### What this task involves
Drop the pictures from the entries below, then reproduce the rest exactly.

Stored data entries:
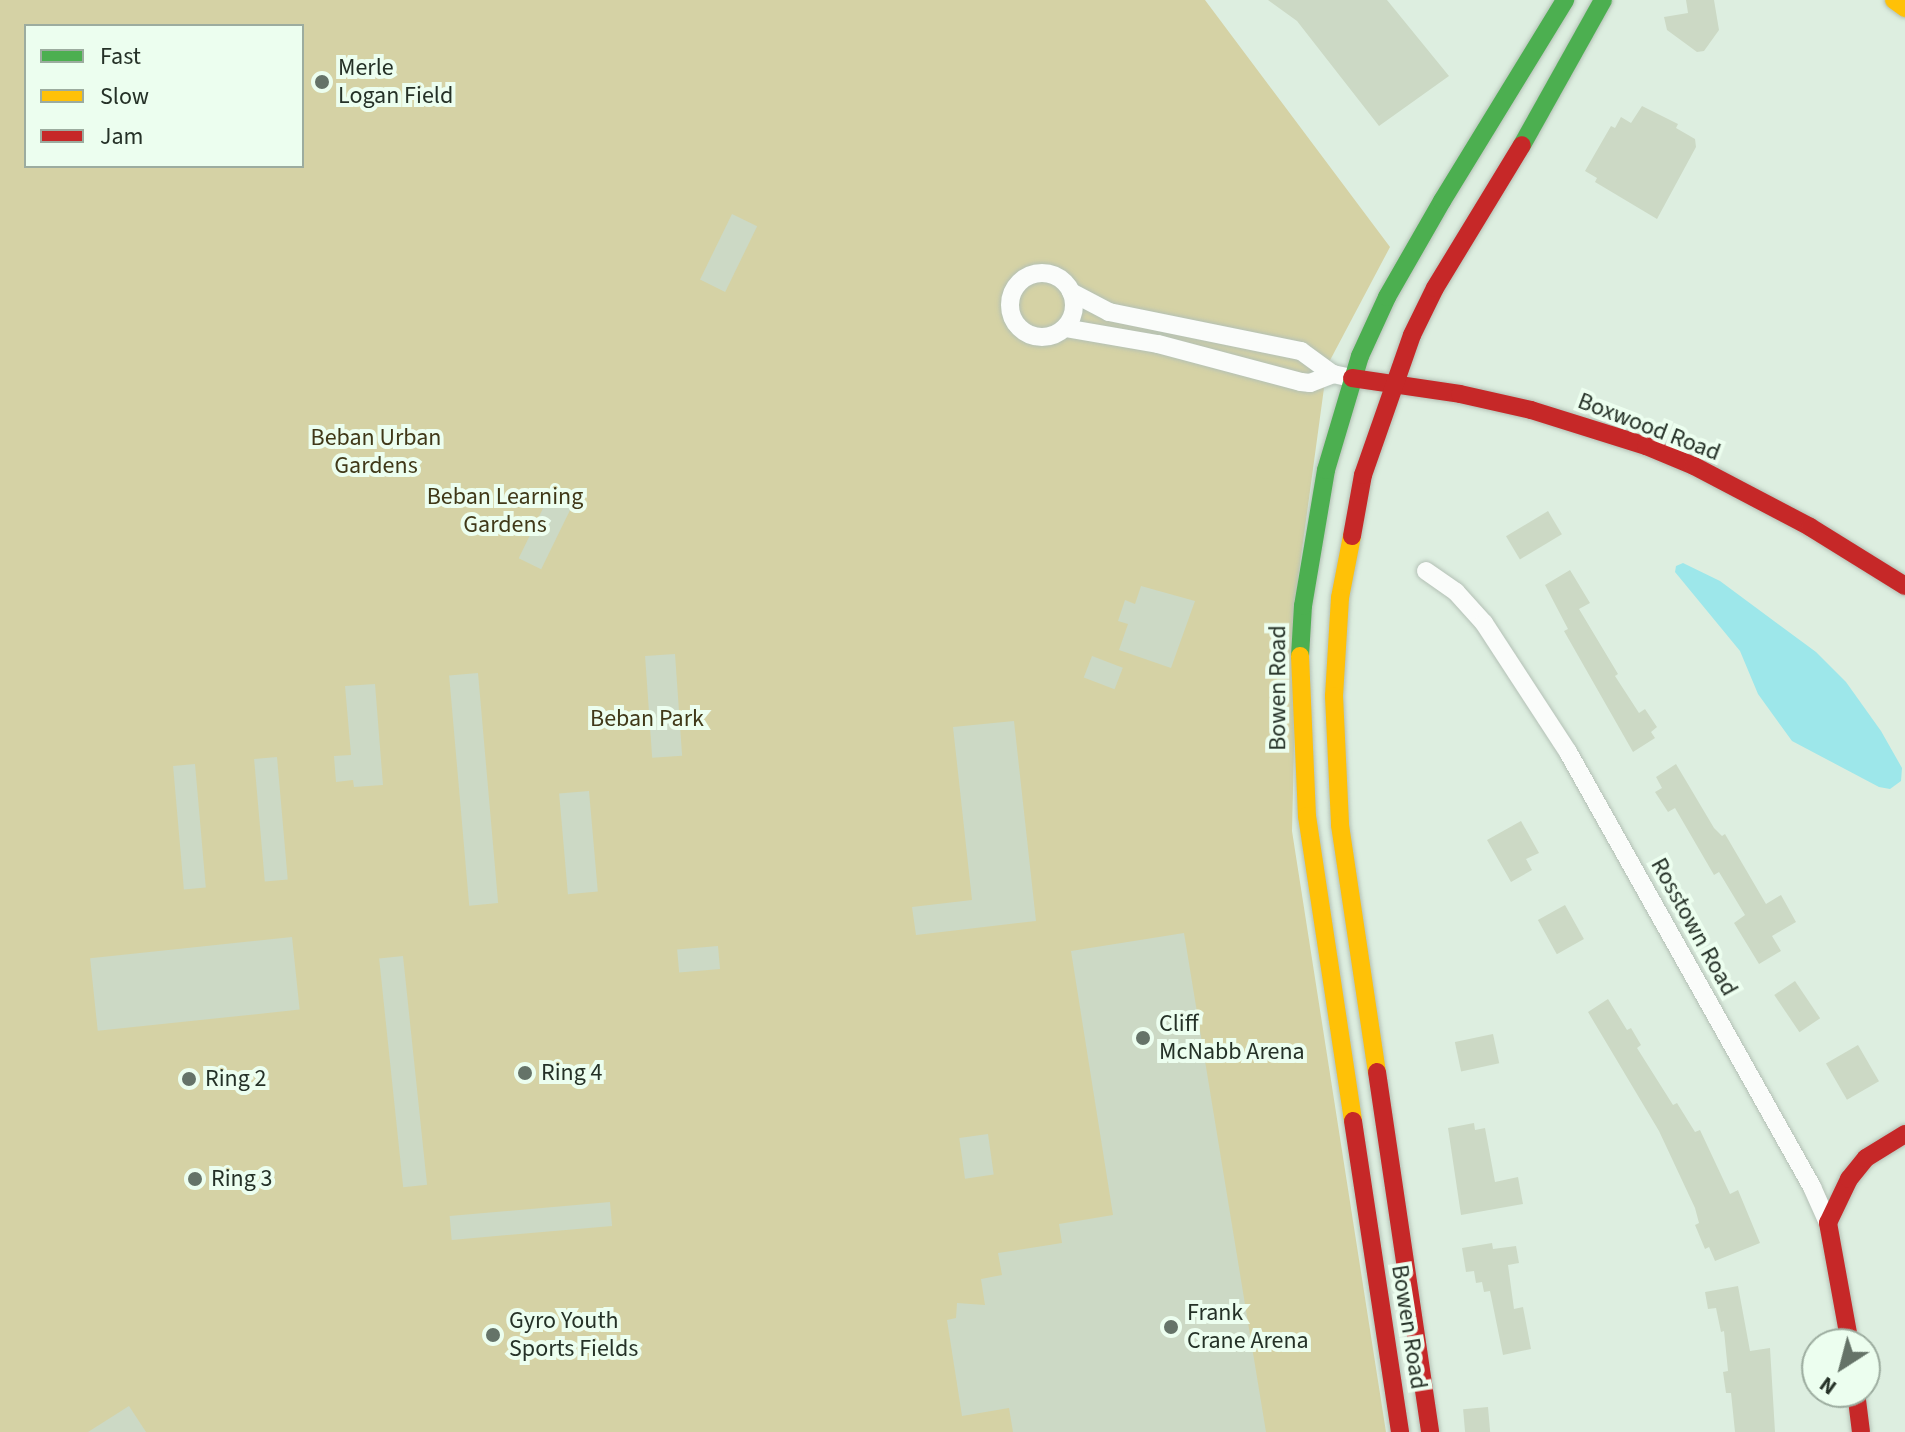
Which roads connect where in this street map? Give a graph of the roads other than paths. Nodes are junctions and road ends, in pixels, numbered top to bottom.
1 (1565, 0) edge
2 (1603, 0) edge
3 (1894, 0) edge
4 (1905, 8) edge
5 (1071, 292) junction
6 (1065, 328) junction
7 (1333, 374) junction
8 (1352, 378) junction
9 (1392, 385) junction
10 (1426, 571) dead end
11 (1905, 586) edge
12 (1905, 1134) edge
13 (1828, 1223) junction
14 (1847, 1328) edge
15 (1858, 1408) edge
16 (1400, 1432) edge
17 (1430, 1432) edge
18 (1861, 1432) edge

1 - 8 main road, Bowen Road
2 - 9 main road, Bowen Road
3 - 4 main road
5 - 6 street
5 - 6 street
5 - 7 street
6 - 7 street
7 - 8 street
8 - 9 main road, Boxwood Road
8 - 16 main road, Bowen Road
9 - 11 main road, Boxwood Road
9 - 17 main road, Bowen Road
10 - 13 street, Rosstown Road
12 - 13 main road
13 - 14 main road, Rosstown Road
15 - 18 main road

### Completed exercise
Which roads connect where in this street map? Give a graph of the roads other than paths. Nodes are junctions and road ends, in pixels, numbered top to bottom.
1 (1565, 0) edge
2 (1603, 0) edge
3 (1894, 0) edge
4 (1905, 8) edge
5 (1071, 292) junction
6 (1065, 328) junction
7 (1333, 374) junction
8 (1352, 378) junction
9 (1392, 385) junction
10 (1426, 571) dead end
11 (1905, 586) edge
12 (1905, 1134) edge
13 (1828, 1223) junction
14 (1847, 1328) edge
15 (1858, 1408) edge
16 (1400, 1432) edge
17 (1430, 1432) edge
18 (1861, 1432) edge

1 - 8 main road, Bowen Road
2 - 9 main road, Bowen Road
3 - 4 main road
5 - 6 street
5 - 6 street
5 - 7 street
6 - 7 street
7 - 8 street
8 - 9 main road, Boxwood Road
8 - 16 main road, Bowen Road
9 - 11 main road, Boxwood Road
9 - 17 main road, Bowen Road
10 - 13 street, Rosstown Road
12 - 13 main road
13 - 14 main road, Rosstown Road
15 - 18 main road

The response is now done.